Extracted data entries>
-- Opening Marker --

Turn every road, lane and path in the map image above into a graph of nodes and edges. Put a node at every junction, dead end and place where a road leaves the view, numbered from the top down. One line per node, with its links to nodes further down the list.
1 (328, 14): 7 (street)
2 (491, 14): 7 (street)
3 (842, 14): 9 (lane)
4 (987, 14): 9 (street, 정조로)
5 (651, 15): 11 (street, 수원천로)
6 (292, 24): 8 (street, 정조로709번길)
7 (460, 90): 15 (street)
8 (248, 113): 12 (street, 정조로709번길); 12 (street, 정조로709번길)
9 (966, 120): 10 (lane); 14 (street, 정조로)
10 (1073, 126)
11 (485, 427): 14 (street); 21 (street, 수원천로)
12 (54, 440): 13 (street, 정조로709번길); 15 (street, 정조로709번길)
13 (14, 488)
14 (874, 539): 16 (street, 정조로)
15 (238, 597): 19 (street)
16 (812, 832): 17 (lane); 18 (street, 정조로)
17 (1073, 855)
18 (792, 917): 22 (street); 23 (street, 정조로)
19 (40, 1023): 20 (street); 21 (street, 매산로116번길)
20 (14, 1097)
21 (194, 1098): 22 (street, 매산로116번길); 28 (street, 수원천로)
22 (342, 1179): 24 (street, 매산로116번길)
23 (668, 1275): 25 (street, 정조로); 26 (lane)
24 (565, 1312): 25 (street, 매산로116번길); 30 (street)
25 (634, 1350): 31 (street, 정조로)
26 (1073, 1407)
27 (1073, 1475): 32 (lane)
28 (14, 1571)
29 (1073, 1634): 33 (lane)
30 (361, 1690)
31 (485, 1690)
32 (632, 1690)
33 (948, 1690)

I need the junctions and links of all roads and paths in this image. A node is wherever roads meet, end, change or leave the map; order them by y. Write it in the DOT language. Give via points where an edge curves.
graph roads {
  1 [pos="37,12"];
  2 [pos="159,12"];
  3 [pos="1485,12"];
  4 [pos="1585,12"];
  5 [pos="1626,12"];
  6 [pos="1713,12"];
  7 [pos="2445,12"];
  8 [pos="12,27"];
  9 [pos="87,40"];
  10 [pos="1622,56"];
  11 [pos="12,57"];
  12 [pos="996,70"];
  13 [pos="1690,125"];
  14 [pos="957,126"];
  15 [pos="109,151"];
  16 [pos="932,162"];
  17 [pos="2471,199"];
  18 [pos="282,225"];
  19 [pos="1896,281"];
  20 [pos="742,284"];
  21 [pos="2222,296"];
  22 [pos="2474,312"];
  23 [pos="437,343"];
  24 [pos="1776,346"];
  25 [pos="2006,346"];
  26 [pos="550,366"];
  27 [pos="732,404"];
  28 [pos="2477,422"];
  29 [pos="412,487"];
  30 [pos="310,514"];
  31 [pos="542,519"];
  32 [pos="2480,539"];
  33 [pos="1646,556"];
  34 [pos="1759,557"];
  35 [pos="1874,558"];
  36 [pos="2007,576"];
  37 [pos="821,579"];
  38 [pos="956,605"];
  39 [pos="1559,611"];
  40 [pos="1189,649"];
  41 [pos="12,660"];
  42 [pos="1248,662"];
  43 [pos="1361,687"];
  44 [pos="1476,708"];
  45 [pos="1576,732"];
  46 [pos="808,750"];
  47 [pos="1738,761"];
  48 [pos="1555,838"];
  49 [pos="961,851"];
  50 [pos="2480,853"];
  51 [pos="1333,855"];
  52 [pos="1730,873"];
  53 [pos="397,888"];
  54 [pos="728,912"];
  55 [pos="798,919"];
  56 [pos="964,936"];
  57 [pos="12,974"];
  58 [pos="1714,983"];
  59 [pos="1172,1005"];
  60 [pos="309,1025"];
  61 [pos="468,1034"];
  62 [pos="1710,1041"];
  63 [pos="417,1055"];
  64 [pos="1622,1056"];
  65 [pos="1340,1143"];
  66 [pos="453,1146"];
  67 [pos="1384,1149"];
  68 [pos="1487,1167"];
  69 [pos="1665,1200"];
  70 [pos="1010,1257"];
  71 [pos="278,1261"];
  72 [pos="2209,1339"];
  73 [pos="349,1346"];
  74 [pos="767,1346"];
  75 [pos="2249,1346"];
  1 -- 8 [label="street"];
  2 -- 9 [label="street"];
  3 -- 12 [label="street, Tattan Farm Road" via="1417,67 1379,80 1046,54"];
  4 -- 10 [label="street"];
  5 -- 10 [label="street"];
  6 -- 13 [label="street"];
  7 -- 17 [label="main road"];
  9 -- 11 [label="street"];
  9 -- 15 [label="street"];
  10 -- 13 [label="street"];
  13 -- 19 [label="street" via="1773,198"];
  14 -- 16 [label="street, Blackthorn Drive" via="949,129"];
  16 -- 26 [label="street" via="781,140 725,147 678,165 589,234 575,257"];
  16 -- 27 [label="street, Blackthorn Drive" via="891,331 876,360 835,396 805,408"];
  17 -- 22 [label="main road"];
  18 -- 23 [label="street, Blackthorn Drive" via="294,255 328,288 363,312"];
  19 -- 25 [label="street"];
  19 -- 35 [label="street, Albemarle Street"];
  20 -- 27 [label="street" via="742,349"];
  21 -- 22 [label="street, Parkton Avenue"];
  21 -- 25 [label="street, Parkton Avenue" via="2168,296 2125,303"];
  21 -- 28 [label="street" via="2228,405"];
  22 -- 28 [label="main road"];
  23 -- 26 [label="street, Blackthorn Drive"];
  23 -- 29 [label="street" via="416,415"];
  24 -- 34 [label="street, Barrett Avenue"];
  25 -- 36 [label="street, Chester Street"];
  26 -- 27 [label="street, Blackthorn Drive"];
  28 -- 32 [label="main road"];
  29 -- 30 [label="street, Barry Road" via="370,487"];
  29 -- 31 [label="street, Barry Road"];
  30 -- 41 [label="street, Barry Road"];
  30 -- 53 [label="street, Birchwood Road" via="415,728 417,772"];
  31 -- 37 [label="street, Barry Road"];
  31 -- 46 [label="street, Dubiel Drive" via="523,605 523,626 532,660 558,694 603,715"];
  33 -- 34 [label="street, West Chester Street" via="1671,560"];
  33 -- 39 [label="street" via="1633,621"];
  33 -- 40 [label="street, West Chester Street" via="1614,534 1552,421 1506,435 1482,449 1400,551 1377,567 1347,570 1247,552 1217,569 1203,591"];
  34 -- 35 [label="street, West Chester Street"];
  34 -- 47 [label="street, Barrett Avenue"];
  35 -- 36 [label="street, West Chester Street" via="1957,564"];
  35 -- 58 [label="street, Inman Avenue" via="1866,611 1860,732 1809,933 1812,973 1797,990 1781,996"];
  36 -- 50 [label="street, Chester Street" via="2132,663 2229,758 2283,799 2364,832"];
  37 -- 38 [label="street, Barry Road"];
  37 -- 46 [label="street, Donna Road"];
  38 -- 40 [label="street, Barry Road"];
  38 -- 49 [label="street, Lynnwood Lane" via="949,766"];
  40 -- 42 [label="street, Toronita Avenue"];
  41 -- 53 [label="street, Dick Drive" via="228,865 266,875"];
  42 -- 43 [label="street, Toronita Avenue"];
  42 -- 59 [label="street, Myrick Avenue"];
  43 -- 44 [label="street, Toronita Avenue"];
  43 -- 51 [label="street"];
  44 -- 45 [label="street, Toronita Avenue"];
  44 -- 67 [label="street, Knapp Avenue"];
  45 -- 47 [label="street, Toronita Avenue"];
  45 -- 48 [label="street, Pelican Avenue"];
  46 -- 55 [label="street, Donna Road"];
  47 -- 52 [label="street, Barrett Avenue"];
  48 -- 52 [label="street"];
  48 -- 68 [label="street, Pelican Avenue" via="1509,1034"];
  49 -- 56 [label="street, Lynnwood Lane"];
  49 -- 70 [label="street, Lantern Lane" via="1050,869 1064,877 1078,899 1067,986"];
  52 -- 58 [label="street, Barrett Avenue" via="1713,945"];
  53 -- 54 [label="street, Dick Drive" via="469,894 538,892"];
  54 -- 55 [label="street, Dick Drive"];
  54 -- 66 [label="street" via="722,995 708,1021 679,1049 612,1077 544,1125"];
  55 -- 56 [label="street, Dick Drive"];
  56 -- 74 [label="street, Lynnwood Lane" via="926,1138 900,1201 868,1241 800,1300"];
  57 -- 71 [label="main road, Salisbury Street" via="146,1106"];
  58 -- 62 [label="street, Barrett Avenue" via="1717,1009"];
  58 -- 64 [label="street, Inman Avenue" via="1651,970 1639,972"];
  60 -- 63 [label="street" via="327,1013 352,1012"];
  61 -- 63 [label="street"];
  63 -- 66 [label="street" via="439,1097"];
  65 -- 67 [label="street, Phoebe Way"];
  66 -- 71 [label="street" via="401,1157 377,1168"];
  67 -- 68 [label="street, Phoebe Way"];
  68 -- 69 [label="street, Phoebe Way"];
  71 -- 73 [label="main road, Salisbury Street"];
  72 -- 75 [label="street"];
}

-- Closing Marker --

List all lines above in which the string "Blackthorn" appears.

Expected answer>
  14 -- 16 [label="street, Blackthorn Drive" via="949,129"];
  16 -- 27 [label="street, Blackthorn Drive" via="891,331 876,360 835,396 805,408"];
  18 -- 23 [label="street, Blackthorn Drive" via="294,255 328,288 363,312"];
  23 -- 26 [label="street, Blackthorn Drive"];
  26 -- 27 [label="street, Blackthorn Drive"];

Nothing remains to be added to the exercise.